More speculative but interesting territory: mood. A 2025 trial in 100 adults with major depressive disorder found that adding 5 g of creatine daily to cognitive behavioural therapy produced a clinically meaningful improvement over CBT plus placebo. The creatine group moved from “moderately severe” to “mild” depression over eight weeks. Promising, though far from settled science.
There’s also early work on creatine for concussion recovery, traumatic brain injury, and even long-COVID brain fog and fatigue. None of it is conclusive yet, but the thread running through it is consistent: when brain energy metabolism is compromised, creatine seems to help.
Bones and the longevity angle
Here’s where it gets interesting for anyone thinking about ageing well.
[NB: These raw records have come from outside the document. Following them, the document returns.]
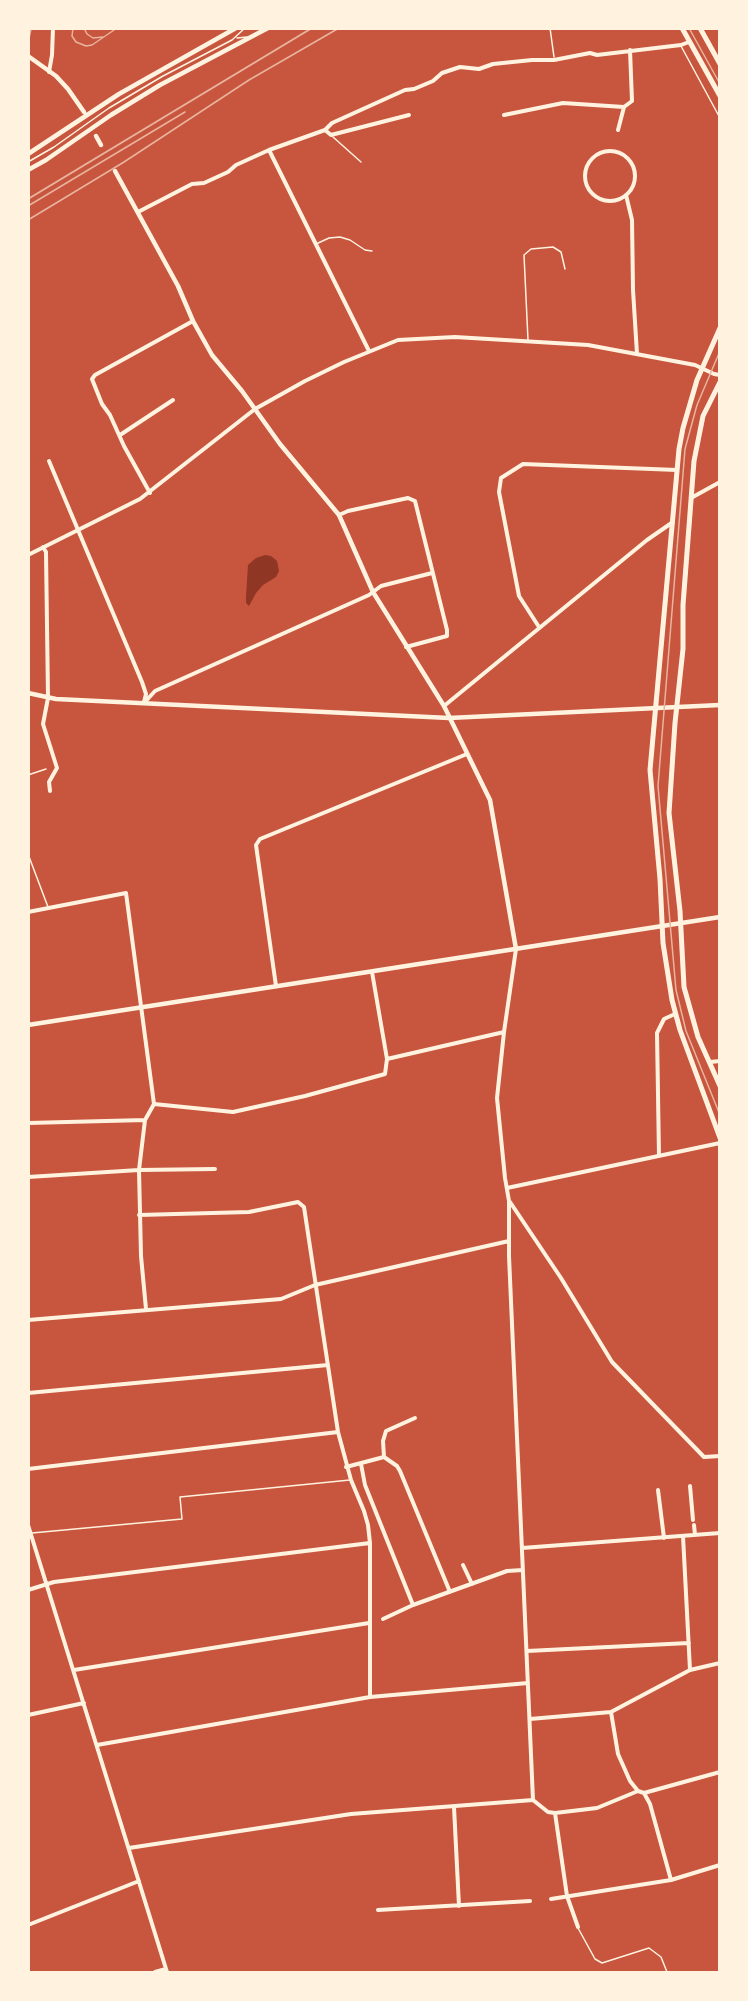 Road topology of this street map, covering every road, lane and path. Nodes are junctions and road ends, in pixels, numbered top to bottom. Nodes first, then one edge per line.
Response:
1 (53, 28) edge
2 (236, 28) edge
3 (245, 28) edge
4 (268, 28) edge
5 (550, 28) edge
6 (682, 28) edge
7 (700, 28) edge
8 (257, 35) junction
9 (236, 38) junction
10 (689, 42) junction
11 (681, 45) junction
12 (630, 50) junction
13 (30, 57) edge
14 (554, 60) junction
15 (720, 64) edge
16 (49, 72) junction
17 (720, 96) edge
18 (624, 107) junction
19 (84, 112) dead end
20 (410, 115) dead end
21 (504, 115) dead end
22 (720, 118) edge
23 (325, 130) junction
24 (618, 130) dead end
25 (331, 135) junction
26 (96, 136) dead end
27 (614, 144) dead end
28 (101, 145) dead end
29 (269, 150) junction
30 (613, 151) junction
31 (30, 154) edge
32 (29, 162) edge
33 (361, 162) dead end
34 (28, 170) edge
35 (115, 171) dead end
36 (626, 195) junction
37 (138, 212) junction
38 (316, 244) junction
39 (372, 251) dead end
40 (565, 269) dead end
41 (193, 321) junction
42 (720, 328) edge
43 (528, 341) junction
44 (369, 351) junction
45 (637, 354) junction
46 (702, 368) junction
47 (720, 375) edge
48 (720, 382) edge
49 (172, 400) dead end
50 (255, 409) junction
51 (120, 435) junction
52 (49, 461) dead end
53 (677, 470) junction
54 (720, 482) edge
55 (150, 493) junction
56 (691, 498) junction
57 (339, 515) junction
58 (673, 522) junction
59 (79, 530) junction
60 (43, 547) junction
61 (28, 555) edge
62 (432, 573) junction
63 (373, 592) junction
64 (539, 627) junction
65 (406, 646) junction
66 (28, 693) edge
67 (48, 698) junction
68 (144, 703) junction
69 (720, 705) edge
70 (444, 706) junction
71 (678, 707) junction
72 (656, 709) junction
73 (449, 718) junction
74 (467, 754) junction
75 (46, 769) dead end
76 (28, 775) edge
77 (50, 791) dead end
78 (28, 854) edge
79 (48, 908) junction
80 (28, 912) edge
81 (720, 917) edge
82 (680, 923) junction
83 (661, 926) junction
84 (516, 949) junction
85 (372, 972) junction
86 (276, 987) junction
87 (142, 1008) junction
88 (675, 1014) junction
89 (28, 1025) edge
90 (504, 1032) junction
91 (387, 1059) junction
92 (720, 1061) edge
93 (710, 1062) junction
94 (720, 1086) edge
95 (154, 1104) junction
96 (145, 1120) junction
97 (28, 1123) edge
98 (720, 1138) edge
99 (720, 1143) edge
100 (659, 1156) junction
101 (215, 1169) dead end
102 (138, 1170) junction
103 (28, 1177) edge
104 (507, 1188) junction
105 (509, 1201) junction
106 (139, 1215) junction
107 (509, 1241) junction
108 (315, 1285) junction
109 (146, 1309) junction
110 (28, 1320) edge
111 (718, 1353) edge
112 (720, 1358) edge
113 (328, 1365) junction
114 (28, 1393) edge
115 (415, 1418) dead end
116 (338, 1432) junction
117 (720, 1456) edge
118 (384, 1457) junction
119 (361, 1464) junction
120 (346, 1467) junction
121 (28, 1469) edge
122 (351, 1480) junction
123 (690, 1486) dead end
124 (658, 1490) dead end
125 (28, 1525) edge
126 (31, 1533) junction
127 (720, 1533) edge
128 (695, 1535) junction
129 (683, 1536) junction
130 (664, 1538) junction
131 (369, 1543) junction
132 (522, 1548) junction
133 (463, 1565) dead end
134 (523, 1570) junction
135 (47, 1583) junction
136 (472, 1584) junction
137 (28, 1590) edge
138 (450, 1592) junction
139 (413, 1605) junction
140 (383, 1619) dead end
141 (369, 1623) junction
142 (689, 1643) junction
143 (527, 1651) junction
144 (720, 1663) edge
145 (74, 1670) junction
146 (690, 1670) junction
147 (528, 1683) junction
148 (370, 1697) junction
149 (84, 1703) junction
150 (611, 1712) junction
151 (28, 1715) edge
152 (530, 1719) junction
153 (97, 1745) junction
154 (720, 1772) edge
155 (638, 1791) junction
156 (644, 1793) junction
157 (533, 1800) junction
158 (454, 1807) junction
159 (555, 1813) junction
160 (129, 1848) junction
161 (720, 1865) edge
162 (672, 1880) junction
163 (139, 1881) junction
164 (567, 1896) junction
165 (550, 1899) dead end
166 (530, 1902) dead end
167 (459, 1906) junction
168 (378, 1910) dead end
169 (28, 1924) edge
170 (578, 1927) joint
171 (167, 1971) edge
172 (155, 1972) edge
173 (667, 1972) edge

1 - 16 street
2 - 31 street
3 - 9 lane
4 - 8 street
5 - 14 lane
6 - 10 main road
7 - 15 main road
8 - 9 lane
8 - 34 street
9 - 32 lane
10 - 11 street
10 - 17 main road
11 - 12 street
11 - 22 lane
12 - 14 street
12 - 18 street
13 - 16 street
14 - 23 street
16 - 19 street
18 - 21 street
18 - 24 street
20 - 25 street
23 - 25 street
23 - 29 street
25 - 33 lane
26 - 28 street
27 - 30 street
29 - 37 street
29 - 38 street
30 - 36 street
30 - 36 street
35 - 37 street
36 - 45 street
37 - 41 street
38 - 39 lane
38 - 44 street
40 - 43 lane
41 - 50 street
41 - 51 street
42 - 46 main road
43 - 44 street
43 - 45 street
44 - 50 street
45 - 46 street
46 - 47 street
46 - 53 main road
48 - 56 main road
49 - 51 street
50 - 55 street
50 - 57 street
51 - 55 street
52 - 59 street
53 - 58 main road
53 - 64 street
54 - 56 street
55 - 59 street
56 - 71 main road
57 - 62 street
57 - 63 street
58 - 64 street
58 - 72 main road
59 - 60 street
59 - 68 street
60 - 61 street
60 - 67 street
62 - 63 street
62 - 65 street
63 - 65 street
63 - 68 street
64 - 70 street
65 - 70 street
66 - 67 street
67 - 68 street
67 - 77 street
68 - 73 street
69 - 71 street
70 - 73 street
71 - 72 street
71 - 82 main road
72 - 73 street
72 - 83 main road
73 - 74 street
74 - 84 street
74 - 86 street
75 - 76 lane
78 - 79 lane
79 - 80 street
79 - 87 street
81 - 82 street
82 - 83 street
82 - 93 main road
83 - 84 street
83 - 88 main road
84 - 85 street
84 - 90 street
85 - 86 street
85 - 91 street
86 - 87 street
87 - 89 street
87 - 95 street
88 - 98 main road
88 - 100 street
90 - 91 street
90 - 104 street
91 - 95 street
92 - 93 street
93 - 94 main road
95 - 96 street
96 - 97 street
96 - 102 street
99 - 100 street
100 - 104 street
101 - 102 street
102 - 103 street
102 - 106 street
104 - 105 street
105 - 107 street
105 - 117 street
106 - 108 street
106 - 109 street
107 - 108 street
107 - 132 street
108 - 109 street
108 - 113 street
109 - 110 street
111 - 112 lane
113 - 114 street
113 - 116 street
115 - 118 street
116 - 120 street
116 - 121 street
118 - 119 street
118 - 138 street
119 - 120 street
119 - 139 street
120 - 122 street
122 - 126 lane
122 - 131 street
123 - 128 street
124 - 130 street
125 - 126 street
126 - 135 street
127 - 128 street
128 - 129 street
129 - 130 street
129 - 142 street
130 - 132 street
131 - 135 street
131 - 141 street
132 - 134 street
133 - 136 street
134 - 136 street
134 - 143 street
135 - 137 street
135 - 145 street
136 - 138 street
138 - 139 street
139 - 140 street
141 - 145 street
141 - 148 street
142 - 143 street
142 - 146 street
143 - 147 street
144 - 146 street
145 - 149 street
146 - 150 street
147 - 148 street
147 - 152 street
148 - 153 street
149 - 151 street
149 - 153 street
150 - 152 street
150 - 155 street
152 - 157 street
153 - 160 street
154 - 156 street
155 - 156 street
155 - 159 street
156 - 162 street
157 - 158 street
157 - 159 street
158 - 160 street
158 - 167 street
159 - 164 street
160 - 163 street
161 - 162 street
162 - 164 street
163 - 169 street
163 - 171 street
164 - 165 street
164 - 170 street
166 - 167 street
167 - 168 street
170 - 173 lane
171 - 172 street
Creatine on its own doesn’t do much for bone density. But combined with resistance training, the picture changes. A two-year trial in postmenopausal women doing resistance training and walking found that adding creatine didn’t shift bone mineral density much. But it changed bone geometry in ways that matter. Specifically, the femoral neck (the part of the hip most likely to break in a fall) became structurally more resistant to fracture. The creatine group also gained more lean tissue and walked faster. For anyone over 50, male or female, that combination of stronger muscles, better lean mass retention, and more fracture-resistant bones is essentially the longevity playbook. Creatine looks like a useful tool in that toolkit, especially when paired with the right training.
Why women may benefit even more
Women on average have lower baseline creatine stores than men and tend to eat less of it through diet. Layer on the hormonal shifts of perimenopause and menopause which affect creatine metabolism, brain chemistry, muscle, mood, and bone and you have a strong case that creatine is one of the more useful supplements women can consider, particularly from midlife onward.
The same hormonal changes that drive cognitive fog, mood dips, muscle loss and bone loss overlap precisely with the areas creatine supports. It’s not a hormone replacement, and it’s not a fix-all. But it’s a low-cost, well researched lever that punches above its weight at exactly the right life stage.
Practical takeaways
Side effects: Mild GI upset early on (usually settles, or improves with smaller, split doses), and a small amount of water retention. That’s about it. The safety profile across decades of research is excellent.
Who might not respond: Around 30% of people don’t see strong effects, depending on baseline diet, muscle mass, age, and what outcome they’re chasing. Treat it as a personal experiment.
Bottom line: Creatine isn’t the miracle powder some social media accounts make it out to be. But it’s also not just a bodybuilding relic. The same supplement we were scooping into shaker bottles 20 years ago for hypertrophy is now showing up in research on cognition, mood, bone strength, and healthy ageing. Particularly for women.
Alone, it may not solve your problems. But if you’re training, ageing, or simply want a low-risk, well-evidenced supplement to consider, creatine has earned a fresh look.